(Joint position lists)

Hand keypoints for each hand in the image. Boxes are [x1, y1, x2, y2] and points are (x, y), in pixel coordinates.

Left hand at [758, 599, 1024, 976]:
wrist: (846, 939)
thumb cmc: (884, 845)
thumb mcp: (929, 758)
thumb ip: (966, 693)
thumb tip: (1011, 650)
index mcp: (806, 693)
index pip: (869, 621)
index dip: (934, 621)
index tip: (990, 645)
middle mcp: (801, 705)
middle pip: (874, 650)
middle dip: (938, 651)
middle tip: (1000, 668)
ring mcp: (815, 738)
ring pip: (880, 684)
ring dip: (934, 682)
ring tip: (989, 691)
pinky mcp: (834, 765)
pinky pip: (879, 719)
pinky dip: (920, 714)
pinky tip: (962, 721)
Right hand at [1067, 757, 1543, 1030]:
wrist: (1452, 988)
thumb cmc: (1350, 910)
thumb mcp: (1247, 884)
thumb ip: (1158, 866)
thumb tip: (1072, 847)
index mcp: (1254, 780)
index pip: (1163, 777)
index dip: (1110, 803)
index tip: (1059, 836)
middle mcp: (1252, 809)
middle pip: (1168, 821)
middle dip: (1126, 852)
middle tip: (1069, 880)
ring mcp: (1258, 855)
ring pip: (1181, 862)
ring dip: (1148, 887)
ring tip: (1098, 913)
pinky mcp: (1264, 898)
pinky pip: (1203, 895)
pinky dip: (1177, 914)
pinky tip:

[Your objective] From the line containing "ring pip: (1181, 862)" down to the last line of the records, transcribe every line exactly and add nothing else.

[Finished exercise]
ring pip: (1181, 862)
ring dip: (1148, 887)
ring tip: (1098, 913)
pinky mcp: (1264, 898)
pinky pip: (1203, 895)
pinky dip: (1177, 914)
pinky tip:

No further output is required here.